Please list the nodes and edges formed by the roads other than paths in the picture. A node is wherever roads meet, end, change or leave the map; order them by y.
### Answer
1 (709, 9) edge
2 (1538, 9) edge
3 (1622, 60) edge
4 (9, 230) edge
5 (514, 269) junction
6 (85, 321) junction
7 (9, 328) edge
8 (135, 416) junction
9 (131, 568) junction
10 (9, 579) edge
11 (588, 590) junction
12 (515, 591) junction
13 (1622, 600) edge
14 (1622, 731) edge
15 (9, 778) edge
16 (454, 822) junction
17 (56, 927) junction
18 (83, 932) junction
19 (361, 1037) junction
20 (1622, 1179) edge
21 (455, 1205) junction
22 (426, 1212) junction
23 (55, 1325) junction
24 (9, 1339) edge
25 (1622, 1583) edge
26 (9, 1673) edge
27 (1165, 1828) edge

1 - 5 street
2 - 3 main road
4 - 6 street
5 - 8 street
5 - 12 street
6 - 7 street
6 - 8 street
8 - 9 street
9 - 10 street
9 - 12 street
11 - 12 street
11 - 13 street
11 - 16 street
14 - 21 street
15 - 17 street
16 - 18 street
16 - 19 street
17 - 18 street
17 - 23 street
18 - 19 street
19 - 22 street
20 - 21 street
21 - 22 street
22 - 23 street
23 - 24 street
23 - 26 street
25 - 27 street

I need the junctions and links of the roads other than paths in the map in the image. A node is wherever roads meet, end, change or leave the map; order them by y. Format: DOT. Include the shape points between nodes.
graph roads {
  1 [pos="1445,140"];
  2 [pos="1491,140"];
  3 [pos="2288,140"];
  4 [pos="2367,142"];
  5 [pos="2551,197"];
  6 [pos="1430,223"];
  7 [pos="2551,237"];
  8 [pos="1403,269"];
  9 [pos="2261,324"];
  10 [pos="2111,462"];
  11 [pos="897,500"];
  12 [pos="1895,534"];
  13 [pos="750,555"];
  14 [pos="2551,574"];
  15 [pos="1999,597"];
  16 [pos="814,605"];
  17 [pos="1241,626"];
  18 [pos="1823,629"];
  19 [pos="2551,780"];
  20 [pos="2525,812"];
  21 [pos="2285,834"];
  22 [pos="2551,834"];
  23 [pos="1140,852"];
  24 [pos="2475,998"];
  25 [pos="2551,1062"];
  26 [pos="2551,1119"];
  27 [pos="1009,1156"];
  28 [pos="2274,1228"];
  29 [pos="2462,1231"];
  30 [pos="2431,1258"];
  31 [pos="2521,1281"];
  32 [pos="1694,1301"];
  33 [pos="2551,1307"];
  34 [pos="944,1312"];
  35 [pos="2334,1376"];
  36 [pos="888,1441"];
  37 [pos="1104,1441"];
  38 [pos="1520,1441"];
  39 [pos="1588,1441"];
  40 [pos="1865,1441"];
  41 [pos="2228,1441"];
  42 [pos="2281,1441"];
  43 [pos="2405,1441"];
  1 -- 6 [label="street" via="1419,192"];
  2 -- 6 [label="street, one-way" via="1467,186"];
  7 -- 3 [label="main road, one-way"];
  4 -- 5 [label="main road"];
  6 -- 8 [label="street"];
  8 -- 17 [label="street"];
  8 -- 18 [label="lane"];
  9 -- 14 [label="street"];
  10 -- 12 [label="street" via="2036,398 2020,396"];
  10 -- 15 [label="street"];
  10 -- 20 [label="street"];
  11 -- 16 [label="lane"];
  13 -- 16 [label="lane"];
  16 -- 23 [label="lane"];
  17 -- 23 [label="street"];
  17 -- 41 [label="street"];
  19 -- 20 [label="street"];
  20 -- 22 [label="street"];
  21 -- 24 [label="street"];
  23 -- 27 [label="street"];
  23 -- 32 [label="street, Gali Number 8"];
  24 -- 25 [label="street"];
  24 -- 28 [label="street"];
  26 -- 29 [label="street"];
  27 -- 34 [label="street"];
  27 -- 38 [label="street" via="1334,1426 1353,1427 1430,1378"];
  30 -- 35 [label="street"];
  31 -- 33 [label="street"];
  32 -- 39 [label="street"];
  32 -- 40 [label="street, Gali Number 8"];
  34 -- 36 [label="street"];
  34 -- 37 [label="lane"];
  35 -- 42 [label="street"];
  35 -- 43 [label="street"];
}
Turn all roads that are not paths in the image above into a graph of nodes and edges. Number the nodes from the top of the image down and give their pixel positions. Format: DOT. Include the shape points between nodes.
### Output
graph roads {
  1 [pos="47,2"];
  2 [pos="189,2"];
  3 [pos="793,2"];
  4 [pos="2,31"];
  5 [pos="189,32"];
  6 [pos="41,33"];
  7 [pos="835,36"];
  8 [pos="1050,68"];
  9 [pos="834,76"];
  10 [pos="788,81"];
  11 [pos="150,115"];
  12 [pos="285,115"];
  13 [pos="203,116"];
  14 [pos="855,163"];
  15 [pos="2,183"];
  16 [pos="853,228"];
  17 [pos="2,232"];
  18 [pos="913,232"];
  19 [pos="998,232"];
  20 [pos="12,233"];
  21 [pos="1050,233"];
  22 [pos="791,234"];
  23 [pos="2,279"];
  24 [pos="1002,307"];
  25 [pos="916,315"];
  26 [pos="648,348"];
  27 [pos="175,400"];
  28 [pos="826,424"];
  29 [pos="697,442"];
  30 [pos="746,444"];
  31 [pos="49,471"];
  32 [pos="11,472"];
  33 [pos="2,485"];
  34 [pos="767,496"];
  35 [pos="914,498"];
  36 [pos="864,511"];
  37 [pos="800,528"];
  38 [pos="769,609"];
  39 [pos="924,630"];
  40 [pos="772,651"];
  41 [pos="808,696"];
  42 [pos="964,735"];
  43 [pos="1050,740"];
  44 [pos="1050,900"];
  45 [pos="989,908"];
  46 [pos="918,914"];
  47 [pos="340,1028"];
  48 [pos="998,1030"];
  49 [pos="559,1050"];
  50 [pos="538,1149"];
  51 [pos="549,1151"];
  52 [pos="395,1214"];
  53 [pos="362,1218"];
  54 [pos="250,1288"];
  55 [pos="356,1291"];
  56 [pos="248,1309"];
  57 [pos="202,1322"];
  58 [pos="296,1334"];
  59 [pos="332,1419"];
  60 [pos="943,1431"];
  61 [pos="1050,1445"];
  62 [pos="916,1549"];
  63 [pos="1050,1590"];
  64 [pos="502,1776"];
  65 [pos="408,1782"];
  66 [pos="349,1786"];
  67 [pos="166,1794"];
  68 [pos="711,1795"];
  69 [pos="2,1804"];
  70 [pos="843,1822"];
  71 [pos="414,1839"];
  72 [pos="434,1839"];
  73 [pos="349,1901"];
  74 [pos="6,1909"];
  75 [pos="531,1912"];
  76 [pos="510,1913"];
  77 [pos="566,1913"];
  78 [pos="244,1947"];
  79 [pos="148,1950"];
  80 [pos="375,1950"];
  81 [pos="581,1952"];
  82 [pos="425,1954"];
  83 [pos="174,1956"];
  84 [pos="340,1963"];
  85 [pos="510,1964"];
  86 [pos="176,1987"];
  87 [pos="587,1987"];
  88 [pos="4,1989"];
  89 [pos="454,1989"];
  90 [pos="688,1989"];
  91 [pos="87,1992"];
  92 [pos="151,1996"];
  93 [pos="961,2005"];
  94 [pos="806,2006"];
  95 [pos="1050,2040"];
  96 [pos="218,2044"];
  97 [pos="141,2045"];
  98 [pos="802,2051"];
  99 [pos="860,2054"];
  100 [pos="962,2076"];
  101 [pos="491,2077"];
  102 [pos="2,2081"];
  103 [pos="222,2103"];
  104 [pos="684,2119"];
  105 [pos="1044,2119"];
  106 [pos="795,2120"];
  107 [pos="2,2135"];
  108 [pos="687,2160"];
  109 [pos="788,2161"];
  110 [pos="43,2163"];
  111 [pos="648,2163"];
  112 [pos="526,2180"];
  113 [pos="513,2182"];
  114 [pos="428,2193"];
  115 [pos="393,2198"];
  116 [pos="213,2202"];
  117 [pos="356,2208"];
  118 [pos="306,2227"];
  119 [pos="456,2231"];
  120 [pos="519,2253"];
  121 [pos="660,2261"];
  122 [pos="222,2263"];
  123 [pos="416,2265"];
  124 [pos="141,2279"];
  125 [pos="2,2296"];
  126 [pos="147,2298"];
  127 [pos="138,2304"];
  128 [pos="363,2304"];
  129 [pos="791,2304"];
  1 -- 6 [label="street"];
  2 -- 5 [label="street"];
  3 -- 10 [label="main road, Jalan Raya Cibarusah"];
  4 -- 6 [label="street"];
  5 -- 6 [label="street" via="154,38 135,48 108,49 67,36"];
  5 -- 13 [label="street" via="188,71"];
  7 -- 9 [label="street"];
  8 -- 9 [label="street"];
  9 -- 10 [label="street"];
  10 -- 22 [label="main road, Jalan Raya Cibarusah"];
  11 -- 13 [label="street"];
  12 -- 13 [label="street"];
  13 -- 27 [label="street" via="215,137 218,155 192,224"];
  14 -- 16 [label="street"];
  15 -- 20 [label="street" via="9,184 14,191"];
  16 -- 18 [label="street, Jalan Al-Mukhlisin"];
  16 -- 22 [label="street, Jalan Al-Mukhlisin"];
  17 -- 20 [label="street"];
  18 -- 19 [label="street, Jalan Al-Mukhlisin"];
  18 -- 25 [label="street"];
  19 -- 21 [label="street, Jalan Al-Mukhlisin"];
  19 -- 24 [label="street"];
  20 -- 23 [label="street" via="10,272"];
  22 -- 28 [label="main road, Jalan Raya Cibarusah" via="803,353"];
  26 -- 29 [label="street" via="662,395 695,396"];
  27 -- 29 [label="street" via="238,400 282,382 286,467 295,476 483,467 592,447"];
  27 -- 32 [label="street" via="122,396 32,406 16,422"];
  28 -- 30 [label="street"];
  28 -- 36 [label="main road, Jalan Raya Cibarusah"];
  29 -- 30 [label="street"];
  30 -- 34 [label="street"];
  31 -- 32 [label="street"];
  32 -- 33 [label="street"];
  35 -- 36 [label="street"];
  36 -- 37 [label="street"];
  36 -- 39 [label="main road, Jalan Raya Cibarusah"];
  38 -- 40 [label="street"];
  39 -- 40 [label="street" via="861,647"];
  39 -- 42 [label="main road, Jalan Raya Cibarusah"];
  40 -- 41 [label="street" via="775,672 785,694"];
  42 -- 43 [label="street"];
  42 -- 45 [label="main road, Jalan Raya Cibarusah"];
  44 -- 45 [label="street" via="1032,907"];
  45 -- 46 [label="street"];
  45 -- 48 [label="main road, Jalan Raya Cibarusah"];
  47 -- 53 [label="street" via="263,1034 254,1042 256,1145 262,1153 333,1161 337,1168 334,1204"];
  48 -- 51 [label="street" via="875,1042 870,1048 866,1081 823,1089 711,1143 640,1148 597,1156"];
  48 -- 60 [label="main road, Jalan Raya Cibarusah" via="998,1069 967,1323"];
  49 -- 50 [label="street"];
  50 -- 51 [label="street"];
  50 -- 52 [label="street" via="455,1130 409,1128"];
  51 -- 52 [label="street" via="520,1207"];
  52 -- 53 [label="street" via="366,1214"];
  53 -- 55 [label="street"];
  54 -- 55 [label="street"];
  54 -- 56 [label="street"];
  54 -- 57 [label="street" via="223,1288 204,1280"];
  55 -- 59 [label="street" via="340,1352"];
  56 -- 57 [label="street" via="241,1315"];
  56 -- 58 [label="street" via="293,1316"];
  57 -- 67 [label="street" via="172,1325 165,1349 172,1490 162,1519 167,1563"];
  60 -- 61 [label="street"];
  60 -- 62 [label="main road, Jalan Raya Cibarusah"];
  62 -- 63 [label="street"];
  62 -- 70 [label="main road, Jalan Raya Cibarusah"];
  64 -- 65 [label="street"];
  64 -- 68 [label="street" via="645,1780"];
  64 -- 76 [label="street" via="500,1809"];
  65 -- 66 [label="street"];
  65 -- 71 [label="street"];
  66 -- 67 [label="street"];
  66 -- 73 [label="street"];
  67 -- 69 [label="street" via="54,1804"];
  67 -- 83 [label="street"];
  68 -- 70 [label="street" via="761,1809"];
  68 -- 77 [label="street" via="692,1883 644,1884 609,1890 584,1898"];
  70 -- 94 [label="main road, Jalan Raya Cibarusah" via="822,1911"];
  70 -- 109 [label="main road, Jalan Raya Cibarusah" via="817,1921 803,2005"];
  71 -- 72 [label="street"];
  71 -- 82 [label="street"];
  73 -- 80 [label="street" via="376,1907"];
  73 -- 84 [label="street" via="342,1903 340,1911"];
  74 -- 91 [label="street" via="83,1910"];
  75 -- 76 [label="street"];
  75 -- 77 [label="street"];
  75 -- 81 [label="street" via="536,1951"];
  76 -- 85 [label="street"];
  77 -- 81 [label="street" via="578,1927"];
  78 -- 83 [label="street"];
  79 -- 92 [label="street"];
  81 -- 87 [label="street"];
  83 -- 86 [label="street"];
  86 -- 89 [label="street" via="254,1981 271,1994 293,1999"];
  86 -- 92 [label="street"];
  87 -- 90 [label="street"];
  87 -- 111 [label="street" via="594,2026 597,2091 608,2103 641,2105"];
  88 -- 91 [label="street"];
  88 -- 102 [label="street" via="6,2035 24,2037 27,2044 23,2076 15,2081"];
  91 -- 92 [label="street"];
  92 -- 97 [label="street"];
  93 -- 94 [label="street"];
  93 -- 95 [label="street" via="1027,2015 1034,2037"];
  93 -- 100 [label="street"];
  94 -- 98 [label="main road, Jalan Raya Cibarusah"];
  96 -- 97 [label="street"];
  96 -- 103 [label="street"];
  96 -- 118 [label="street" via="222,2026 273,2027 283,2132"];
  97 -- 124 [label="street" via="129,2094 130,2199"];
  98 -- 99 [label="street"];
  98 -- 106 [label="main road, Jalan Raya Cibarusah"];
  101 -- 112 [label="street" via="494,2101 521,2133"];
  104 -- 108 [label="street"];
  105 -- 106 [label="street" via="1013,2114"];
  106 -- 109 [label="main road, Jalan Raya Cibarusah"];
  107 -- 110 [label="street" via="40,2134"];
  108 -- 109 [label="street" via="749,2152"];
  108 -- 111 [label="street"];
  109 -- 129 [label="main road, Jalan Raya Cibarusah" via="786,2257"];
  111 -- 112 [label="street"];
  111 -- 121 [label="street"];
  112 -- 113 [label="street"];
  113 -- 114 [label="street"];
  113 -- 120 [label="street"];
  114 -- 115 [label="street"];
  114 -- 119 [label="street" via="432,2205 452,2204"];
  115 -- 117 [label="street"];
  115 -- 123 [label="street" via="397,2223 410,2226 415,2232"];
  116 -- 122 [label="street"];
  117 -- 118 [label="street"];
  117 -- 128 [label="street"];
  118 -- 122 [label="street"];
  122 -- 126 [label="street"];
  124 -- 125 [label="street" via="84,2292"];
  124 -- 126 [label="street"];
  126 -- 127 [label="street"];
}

● **Task item**
Filter the lines above, keeping and copying those that contain "Gali".

● **Result for this task**
  23 -- 32 [label="street, Gali Number 8"];
  32 -- 40 [label="street, Gali Number 8"];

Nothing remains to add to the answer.